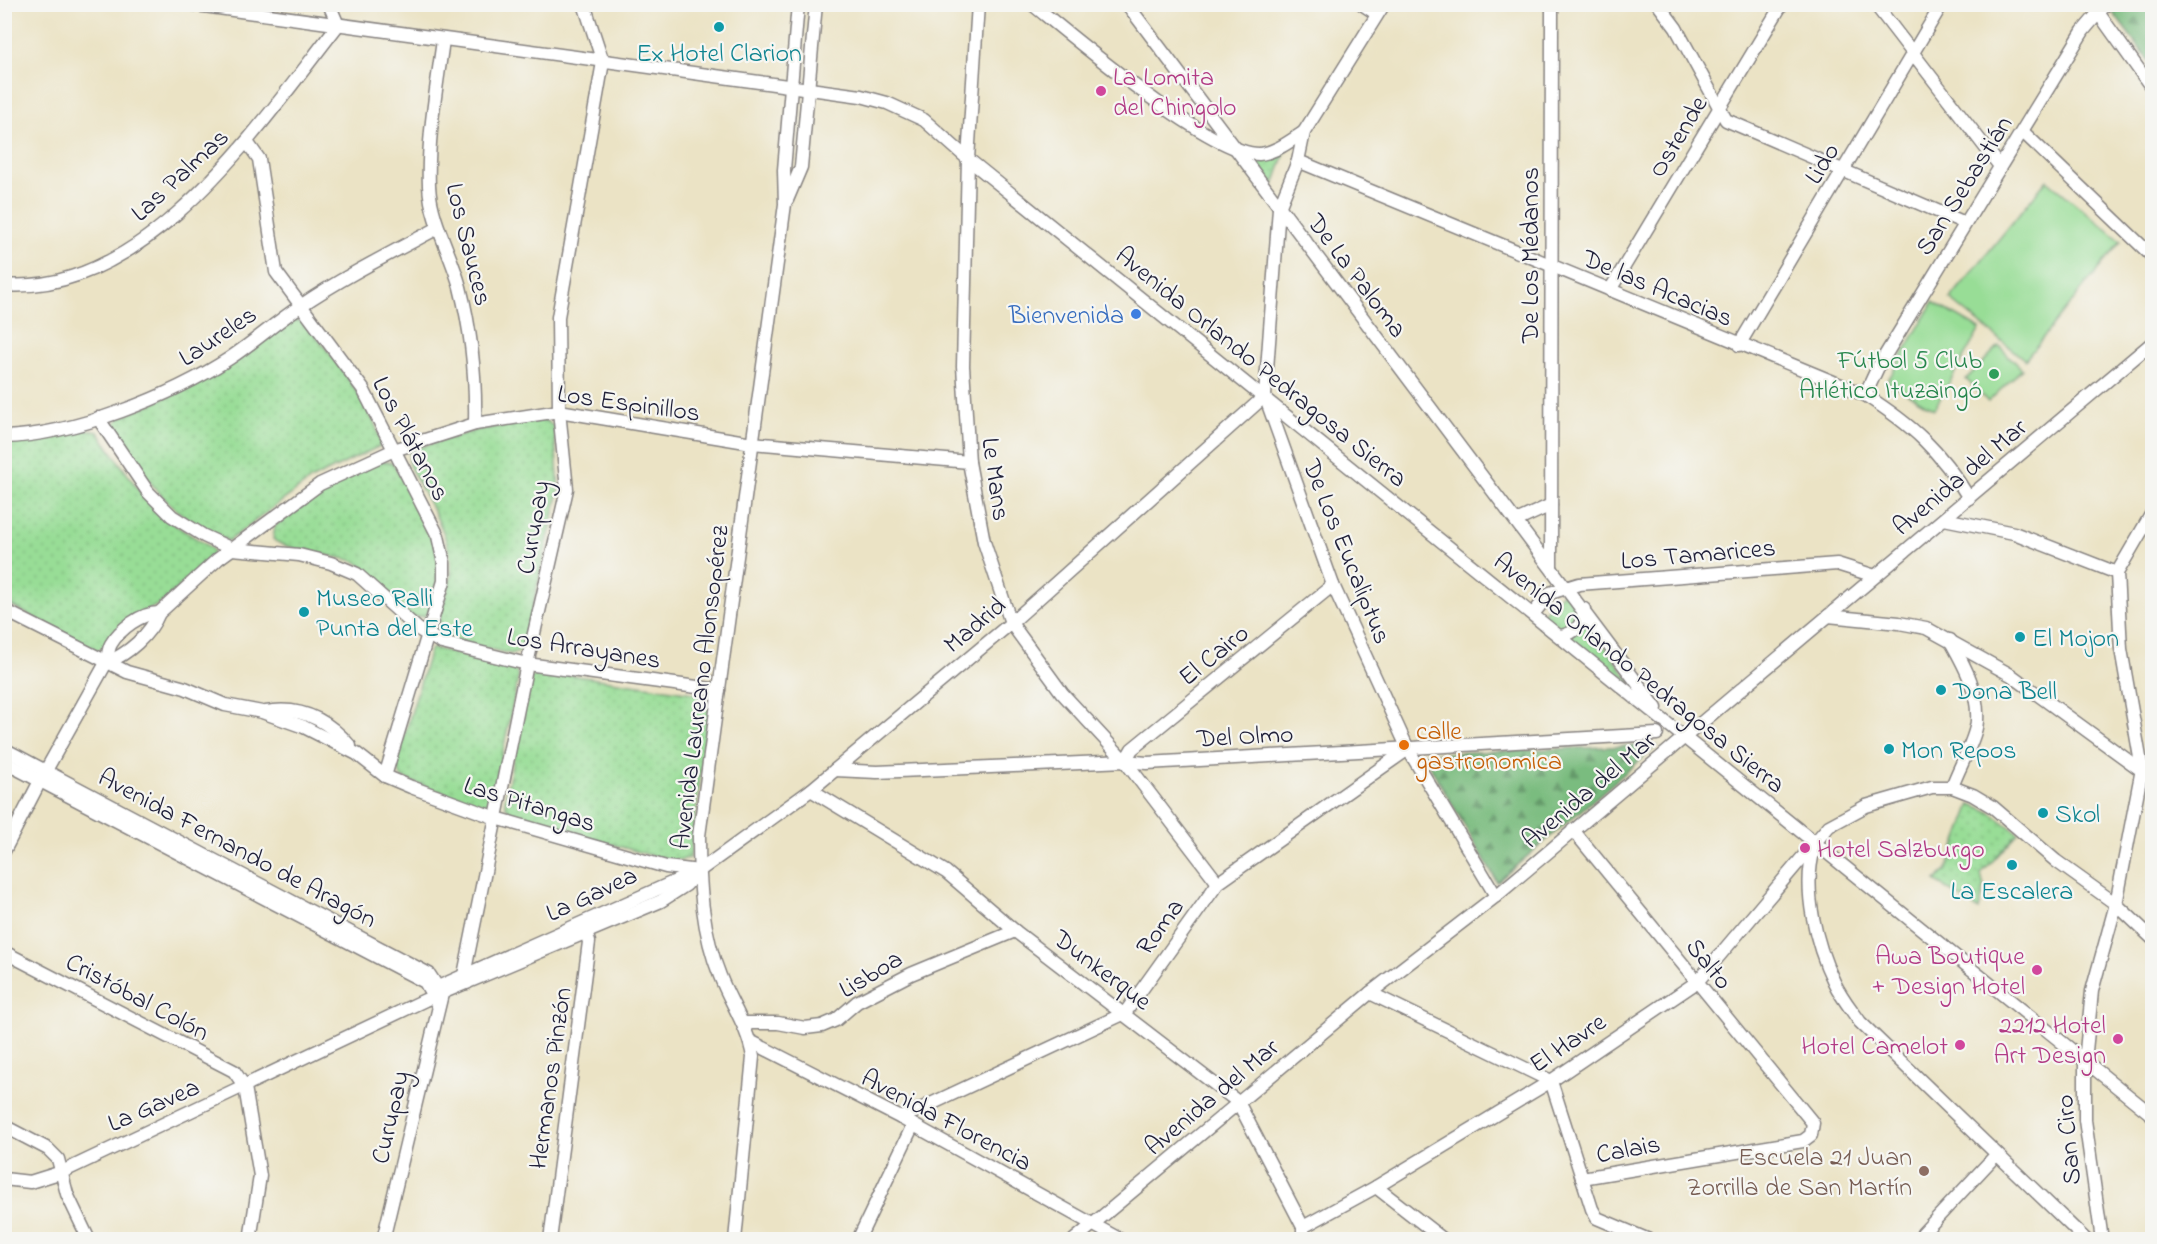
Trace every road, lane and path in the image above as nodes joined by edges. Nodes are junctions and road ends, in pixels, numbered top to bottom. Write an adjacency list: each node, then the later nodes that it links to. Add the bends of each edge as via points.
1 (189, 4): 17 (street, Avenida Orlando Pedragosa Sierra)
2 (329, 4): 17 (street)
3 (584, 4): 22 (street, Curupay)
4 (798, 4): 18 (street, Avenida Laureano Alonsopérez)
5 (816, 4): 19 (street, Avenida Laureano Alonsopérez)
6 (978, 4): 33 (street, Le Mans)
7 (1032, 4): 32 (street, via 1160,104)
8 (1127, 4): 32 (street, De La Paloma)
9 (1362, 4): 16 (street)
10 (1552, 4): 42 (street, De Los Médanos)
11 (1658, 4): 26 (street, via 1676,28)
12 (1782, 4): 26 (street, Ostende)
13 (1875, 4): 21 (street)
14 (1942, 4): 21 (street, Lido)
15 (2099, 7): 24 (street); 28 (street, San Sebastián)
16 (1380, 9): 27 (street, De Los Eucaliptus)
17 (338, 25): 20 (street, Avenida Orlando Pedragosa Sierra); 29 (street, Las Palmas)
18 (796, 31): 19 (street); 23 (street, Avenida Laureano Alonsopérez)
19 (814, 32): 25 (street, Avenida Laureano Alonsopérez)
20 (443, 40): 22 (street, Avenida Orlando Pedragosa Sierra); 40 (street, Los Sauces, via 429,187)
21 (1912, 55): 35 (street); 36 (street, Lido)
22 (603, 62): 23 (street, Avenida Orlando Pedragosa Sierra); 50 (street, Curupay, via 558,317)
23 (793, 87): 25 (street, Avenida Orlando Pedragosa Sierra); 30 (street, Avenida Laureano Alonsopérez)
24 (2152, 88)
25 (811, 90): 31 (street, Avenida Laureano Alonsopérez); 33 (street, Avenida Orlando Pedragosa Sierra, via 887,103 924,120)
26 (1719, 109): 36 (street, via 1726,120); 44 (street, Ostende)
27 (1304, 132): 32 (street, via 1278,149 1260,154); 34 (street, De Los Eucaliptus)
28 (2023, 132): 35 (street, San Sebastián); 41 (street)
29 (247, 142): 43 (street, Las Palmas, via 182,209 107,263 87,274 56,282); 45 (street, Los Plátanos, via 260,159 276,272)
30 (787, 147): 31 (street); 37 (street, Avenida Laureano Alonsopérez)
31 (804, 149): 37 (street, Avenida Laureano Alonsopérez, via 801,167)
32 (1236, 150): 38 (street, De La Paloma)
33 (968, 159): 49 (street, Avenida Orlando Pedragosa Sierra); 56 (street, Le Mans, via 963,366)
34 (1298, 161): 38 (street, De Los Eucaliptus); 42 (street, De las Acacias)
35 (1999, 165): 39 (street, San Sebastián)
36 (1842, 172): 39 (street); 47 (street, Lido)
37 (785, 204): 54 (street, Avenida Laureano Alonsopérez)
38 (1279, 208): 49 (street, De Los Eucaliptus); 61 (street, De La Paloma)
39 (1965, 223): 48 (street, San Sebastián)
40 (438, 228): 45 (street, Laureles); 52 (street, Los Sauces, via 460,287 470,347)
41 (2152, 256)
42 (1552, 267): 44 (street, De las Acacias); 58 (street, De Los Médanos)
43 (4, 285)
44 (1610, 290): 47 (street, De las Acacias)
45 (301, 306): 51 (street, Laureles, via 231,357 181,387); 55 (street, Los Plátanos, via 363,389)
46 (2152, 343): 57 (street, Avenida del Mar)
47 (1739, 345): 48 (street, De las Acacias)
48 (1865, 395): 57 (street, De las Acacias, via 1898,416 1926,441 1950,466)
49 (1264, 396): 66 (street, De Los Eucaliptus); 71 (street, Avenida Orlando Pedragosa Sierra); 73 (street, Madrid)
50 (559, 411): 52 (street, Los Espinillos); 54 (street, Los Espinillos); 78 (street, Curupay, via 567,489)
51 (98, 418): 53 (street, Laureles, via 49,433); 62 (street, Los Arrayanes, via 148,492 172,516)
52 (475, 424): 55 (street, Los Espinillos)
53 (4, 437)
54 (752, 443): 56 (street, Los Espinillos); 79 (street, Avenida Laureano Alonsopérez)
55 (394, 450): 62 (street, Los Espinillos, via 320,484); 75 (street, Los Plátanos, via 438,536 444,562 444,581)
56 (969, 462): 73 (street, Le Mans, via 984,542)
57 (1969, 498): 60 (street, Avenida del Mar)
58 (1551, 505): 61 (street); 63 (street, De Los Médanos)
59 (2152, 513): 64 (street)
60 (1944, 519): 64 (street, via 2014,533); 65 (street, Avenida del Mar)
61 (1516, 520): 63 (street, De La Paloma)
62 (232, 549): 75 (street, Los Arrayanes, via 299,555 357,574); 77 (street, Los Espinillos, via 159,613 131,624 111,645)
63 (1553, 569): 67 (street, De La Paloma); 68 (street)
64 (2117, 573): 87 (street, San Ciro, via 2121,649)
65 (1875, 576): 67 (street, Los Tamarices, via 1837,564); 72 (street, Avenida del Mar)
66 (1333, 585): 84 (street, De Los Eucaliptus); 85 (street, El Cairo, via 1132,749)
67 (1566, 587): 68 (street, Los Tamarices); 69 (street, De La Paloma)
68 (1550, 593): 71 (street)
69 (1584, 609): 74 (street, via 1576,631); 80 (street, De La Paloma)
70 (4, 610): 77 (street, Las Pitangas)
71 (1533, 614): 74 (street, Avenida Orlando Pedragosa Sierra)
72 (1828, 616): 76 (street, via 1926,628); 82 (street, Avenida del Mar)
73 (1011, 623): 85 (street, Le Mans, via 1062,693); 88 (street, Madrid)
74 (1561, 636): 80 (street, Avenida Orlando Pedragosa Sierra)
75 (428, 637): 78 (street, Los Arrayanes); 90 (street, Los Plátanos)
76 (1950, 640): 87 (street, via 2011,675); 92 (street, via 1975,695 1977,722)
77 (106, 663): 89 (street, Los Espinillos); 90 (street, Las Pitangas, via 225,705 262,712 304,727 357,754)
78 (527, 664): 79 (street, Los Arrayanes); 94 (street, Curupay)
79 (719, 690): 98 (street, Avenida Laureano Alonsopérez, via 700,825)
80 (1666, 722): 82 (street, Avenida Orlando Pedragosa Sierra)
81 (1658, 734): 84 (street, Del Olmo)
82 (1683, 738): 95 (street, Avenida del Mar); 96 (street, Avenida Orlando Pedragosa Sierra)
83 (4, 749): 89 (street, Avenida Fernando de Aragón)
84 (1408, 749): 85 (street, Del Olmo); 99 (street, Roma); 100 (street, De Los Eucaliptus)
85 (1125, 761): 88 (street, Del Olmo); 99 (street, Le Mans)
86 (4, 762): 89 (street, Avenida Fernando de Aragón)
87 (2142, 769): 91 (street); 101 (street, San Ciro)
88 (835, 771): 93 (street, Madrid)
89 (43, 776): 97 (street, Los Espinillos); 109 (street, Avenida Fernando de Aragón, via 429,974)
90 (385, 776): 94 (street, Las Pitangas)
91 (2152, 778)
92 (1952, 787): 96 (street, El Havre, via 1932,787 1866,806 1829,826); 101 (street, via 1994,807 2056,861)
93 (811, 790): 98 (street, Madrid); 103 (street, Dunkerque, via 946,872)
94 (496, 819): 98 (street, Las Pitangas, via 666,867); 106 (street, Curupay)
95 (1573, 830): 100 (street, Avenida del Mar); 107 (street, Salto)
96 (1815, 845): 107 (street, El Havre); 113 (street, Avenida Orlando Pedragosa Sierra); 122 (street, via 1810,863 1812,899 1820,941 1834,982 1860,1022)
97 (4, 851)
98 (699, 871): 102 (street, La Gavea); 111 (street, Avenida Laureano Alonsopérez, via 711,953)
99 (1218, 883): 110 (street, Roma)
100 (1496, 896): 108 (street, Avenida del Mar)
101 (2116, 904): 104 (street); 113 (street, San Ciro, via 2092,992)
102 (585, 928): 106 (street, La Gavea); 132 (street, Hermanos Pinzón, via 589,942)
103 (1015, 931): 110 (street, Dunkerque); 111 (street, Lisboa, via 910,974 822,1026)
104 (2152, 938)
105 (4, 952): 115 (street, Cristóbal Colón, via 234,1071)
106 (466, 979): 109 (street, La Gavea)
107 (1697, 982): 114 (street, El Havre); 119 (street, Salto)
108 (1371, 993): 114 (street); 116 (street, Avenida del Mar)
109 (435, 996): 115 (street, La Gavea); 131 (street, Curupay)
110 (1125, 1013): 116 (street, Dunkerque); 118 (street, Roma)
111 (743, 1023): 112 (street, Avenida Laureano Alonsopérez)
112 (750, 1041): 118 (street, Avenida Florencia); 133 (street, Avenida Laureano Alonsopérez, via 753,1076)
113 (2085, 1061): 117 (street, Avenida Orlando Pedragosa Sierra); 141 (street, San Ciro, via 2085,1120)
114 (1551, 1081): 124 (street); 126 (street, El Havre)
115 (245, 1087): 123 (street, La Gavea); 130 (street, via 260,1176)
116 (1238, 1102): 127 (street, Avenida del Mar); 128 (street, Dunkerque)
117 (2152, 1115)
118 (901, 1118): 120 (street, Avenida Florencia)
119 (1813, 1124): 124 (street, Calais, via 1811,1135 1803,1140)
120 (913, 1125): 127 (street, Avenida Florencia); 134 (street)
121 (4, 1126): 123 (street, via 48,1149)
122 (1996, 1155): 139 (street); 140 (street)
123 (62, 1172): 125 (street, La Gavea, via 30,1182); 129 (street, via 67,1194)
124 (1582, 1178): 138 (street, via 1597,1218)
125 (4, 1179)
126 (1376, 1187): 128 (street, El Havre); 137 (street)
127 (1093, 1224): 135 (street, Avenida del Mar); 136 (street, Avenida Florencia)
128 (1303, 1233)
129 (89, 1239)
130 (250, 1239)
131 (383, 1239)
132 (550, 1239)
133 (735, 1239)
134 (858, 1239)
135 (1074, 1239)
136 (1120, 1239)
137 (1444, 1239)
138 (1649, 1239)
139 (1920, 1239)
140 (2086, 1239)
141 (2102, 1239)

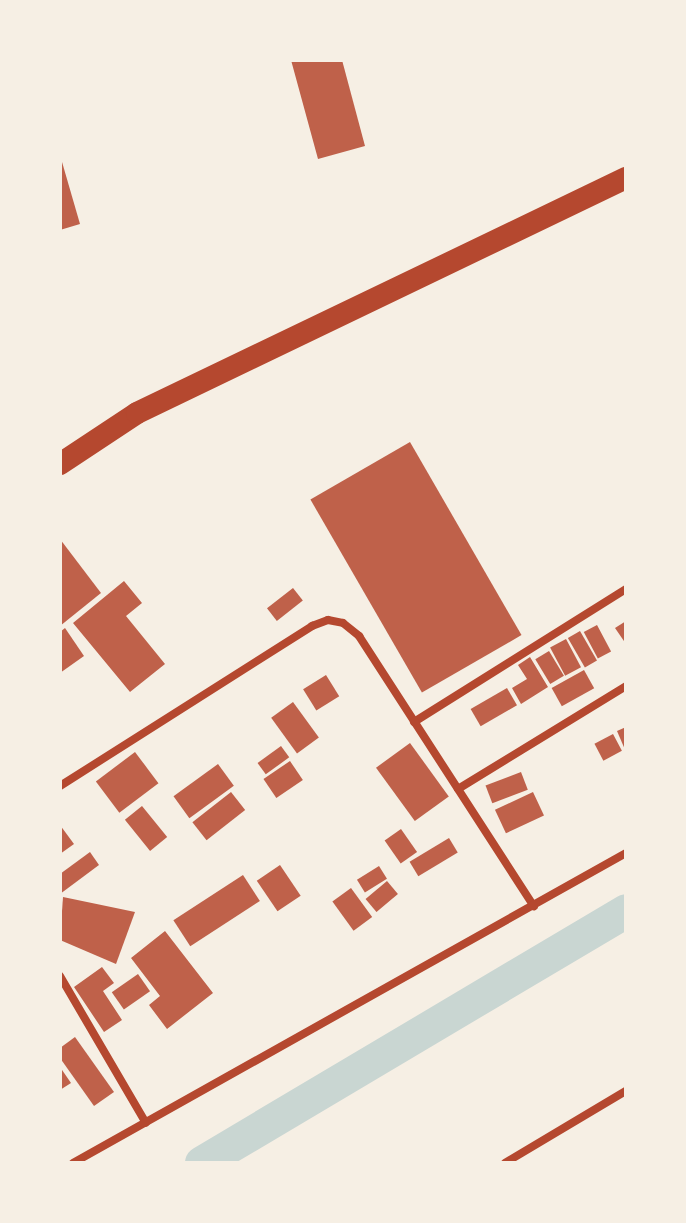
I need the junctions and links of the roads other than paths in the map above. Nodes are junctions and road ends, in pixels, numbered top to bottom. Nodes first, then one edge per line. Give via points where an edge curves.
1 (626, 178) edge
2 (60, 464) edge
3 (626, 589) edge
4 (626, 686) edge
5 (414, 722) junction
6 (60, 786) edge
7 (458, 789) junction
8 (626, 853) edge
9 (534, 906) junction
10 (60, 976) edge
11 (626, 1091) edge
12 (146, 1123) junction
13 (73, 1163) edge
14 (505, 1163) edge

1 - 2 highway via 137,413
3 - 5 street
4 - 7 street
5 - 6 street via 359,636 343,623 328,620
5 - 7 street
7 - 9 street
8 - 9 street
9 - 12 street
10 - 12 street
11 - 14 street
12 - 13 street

:::

#### Activity:
The word "Paloma" may appear on some lines of these records; state how many such lines there are, and nothing else.

#### Task response:
7